Collected data entries:

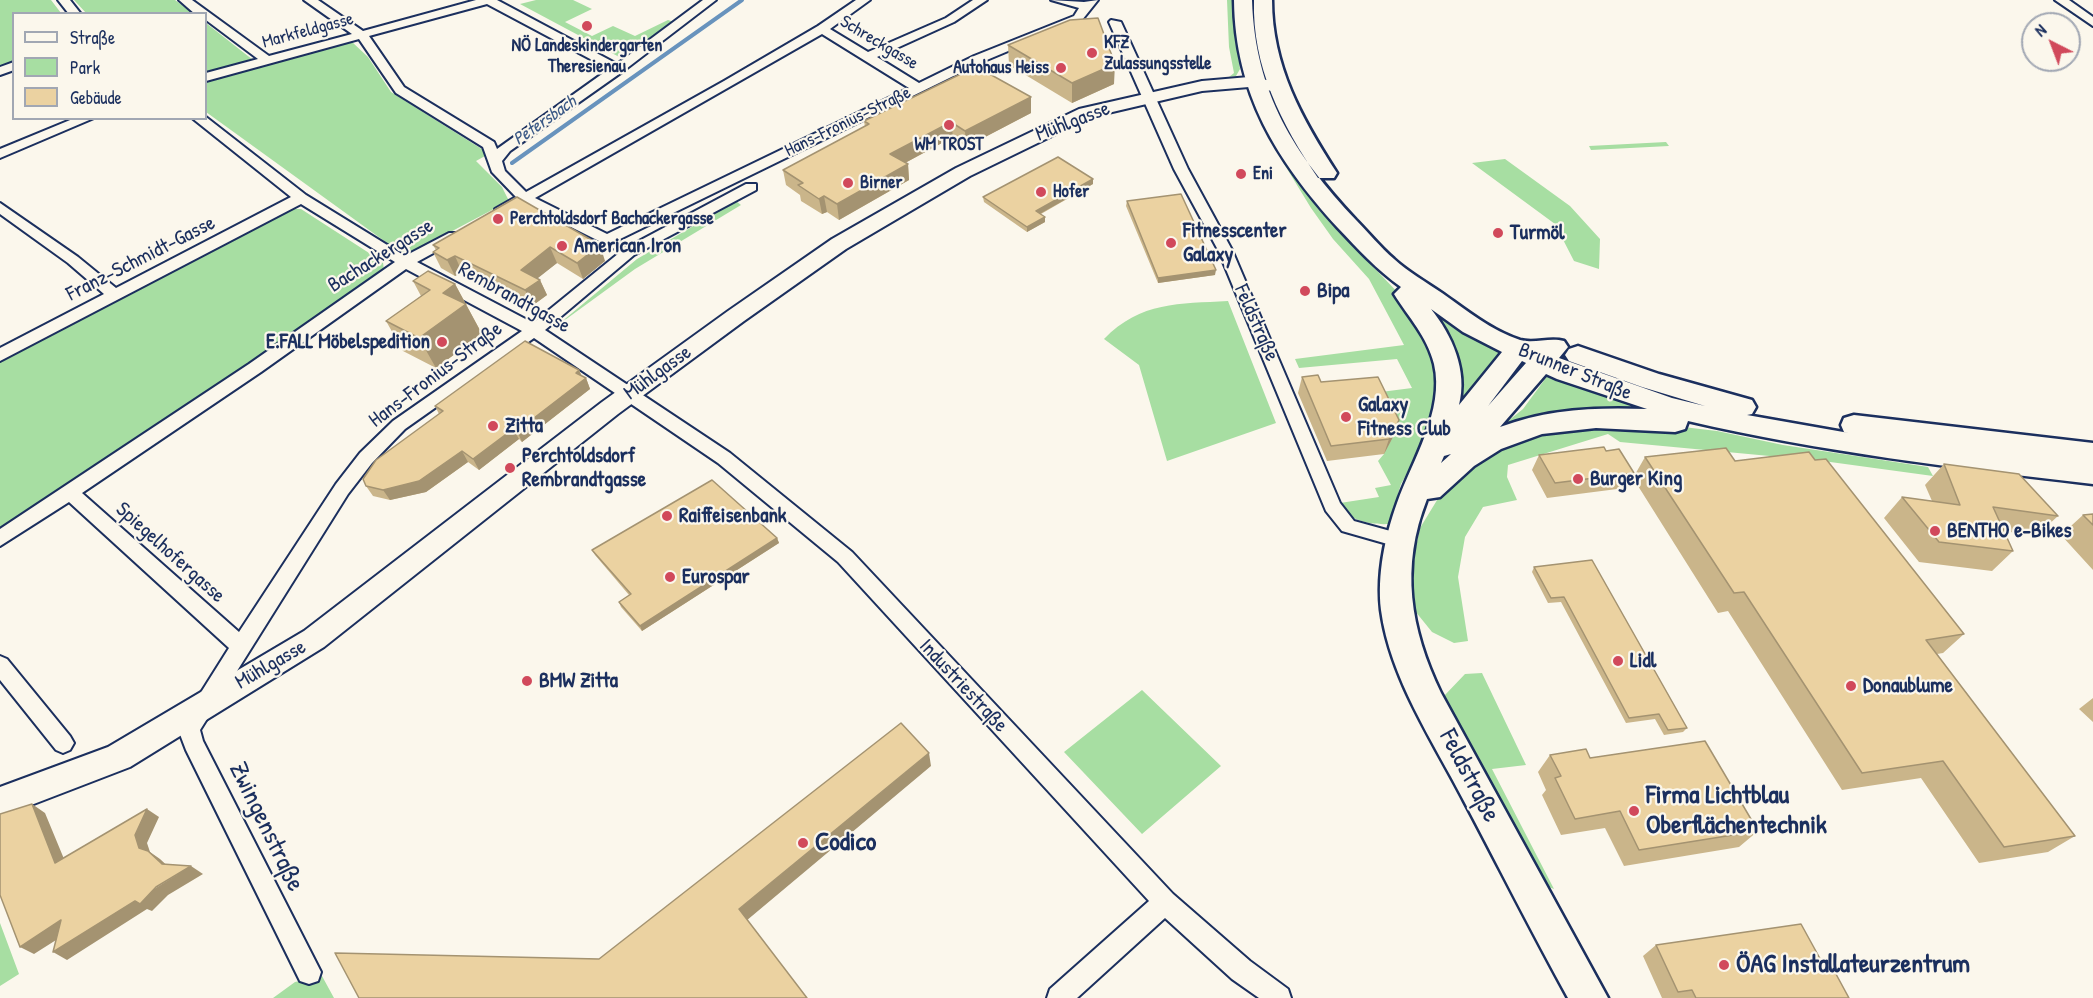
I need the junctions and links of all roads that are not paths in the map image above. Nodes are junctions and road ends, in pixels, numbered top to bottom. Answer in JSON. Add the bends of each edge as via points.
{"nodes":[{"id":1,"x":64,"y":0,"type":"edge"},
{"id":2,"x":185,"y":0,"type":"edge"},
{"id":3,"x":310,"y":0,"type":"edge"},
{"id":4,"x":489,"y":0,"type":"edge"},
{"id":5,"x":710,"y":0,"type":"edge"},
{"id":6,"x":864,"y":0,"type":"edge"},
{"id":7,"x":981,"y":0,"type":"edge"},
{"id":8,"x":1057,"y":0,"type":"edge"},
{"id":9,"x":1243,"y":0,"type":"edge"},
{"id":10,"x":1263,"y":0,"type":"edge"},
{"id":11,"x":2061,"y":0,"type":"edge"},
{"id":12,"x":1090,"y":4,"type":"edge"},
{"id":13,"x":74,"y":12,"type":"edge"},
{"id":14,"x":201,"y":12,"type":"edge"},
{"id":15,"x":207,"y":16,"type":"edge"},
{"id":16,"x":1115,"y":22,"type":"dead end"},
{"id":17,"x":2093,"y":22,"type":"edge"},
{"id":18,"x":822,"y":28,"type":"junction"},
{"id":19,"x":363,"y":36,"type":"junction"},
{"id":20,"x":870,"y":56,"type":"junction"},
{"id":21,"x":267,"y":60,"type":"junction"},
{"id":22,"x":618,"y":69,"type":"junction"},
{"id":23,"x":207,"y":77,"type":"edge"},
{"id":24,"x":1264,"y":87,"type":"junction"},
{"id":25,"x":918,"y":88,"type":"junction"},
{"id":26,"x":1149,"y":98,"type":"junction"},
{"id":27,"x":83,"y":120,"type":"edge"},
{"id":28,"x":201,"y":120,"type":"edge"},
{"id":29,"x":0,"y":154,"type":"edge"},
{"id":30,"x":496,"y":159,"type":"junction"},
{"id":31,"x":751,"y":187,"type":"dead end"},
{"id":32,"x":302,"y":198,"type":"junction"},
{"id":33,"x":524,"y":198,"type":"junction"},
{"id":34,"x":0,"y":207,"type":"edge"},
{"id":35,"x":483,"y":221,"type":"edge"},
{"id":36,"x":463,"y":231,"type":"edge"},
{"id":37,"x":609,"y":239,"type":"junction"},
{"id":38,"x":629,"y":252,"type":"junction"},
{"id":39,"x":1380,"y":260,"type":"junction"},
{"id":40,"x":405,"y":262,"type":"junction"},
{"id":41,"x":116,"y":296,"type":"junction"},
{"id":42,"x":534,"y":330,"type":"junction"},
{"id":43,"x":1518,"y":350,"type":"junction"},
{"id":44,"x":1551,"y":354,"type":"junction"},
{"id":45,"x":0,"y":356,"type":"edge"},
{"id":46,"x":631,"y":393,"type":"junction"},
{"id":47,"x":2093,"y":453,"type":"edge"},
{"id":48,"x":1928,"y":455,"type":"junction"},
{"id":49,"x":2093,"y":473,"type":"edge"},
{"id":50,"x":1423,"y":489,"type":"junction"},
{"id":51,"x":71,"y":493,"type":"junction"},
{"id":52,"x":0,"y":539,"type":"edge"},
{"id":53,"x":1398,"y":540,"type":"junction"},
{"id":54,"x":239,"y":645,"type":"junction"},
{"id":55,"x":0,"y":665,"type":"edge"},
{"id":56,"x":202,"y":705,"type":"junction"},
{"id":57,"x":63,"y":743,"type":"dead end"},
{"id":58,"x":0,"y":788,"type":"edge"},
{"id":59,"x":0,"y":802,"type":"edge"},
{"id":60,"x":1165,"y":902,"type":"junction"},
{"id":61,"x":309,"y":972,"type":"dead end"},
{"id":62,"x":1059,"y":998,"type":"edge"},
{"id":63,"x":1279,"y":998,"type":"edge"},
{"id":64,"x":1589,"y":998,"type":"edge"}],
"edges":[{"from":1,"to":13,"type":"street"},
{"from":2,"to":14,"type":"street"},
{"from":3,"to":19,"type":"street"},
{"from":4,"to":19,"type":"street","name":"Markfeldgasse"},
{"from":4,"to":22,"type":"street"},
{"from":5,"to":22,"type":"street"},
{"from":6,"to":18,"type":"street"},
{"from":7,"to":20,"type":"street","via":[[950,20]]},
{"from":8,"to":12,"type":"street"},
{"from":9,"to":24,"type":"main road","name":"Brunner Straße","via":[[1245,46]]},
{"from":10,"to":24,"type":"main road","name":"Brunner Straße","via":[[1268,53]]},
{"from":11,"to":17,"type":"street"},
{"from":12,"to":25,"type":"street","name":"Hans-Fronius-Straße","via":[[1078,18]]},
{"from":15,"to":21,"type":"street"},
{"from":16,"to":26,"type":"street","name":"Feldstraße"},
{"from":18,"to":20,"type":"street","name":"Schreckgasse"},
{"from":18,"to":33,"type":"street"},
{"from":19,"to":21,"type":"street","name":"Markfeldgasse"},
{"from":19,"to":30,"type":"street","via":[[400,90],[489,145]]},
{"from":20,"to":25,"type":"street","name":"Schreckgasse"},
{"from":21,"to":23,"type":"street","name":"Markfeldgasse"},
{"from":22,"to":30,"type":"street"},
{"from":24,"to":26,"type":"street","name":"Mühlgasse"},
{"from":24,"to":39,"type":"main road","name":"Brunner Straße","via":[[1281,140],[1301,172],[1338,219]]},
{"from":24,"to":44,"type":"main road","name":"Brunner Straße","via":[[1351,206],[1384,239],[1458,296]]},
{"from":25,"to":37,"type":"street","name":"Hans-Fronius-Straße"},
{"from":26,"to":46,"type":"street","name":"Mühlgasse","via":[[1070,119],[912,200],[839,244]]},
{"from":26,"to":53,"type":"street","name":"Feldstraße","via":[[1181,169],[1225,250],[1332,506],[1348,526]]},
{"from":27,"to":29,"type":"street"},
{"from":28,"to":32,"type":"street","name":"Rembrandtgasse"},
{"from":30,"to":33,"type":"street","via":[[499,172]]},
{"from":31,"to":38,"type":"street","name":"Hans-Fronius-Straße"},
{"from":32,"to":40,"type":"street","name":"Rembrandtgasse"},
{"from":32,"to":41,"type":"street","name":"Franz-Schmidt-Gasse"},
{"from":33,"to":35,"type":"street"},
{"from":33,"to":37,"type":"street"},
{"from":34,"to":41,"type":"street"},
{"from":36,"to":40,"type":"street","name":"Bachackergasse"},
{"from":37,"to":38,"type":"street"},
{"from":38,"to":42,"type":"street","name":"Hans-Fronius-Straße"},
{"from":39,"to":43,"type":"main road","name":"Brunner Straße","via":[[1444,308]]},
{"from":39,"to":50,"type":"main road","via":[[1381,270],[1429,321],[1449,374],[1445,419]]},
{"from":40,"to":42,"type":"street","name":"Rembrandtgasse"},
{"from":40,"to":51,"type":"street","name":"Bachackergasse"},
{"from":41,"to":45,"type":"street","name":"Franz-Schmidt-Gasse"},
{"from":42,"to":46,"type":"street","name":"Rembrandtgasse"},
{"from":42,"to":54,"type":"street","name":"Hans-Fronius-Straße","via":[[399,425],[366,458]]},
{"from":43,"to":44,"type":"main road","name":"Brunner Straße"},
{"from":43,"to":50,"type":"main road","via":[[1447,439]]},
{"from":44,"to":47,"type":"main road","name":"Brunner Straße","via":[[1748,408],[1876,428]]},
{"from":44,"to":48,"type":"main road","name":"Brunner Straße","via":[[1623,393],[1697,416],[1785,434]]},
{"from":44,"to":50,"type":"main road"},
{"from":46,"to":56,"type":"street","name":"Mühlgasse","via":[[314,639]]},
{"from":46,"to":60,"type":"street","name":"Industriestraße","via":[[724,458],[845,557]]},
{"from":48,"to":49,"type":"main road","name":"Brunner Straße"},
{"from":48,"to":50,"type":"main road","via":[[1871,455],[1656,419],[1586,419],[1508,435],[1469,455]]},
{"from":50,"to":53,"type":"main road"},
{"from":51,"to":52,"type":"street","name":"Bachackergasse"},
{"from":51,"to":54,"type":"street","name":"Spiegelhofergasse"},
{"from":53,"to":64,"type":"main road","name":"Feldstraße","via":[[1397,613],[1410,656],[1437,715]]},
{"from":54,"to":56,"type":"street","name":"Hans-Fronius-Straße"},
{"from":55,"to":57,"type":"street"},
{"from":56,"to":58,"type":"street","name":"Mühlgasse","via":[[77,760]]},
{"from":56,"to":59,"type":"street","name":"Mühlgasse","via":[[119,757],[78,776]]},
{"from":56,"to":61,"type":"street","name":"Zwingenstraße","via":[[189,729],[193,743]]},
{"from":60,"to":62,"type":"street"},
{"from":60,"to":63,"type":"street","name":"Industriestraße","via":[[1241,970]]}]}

**Exercise**
Using the entries above, tally every line that holds the word "Markfeldgasse". Answer with that number only.

**Result of the task**
3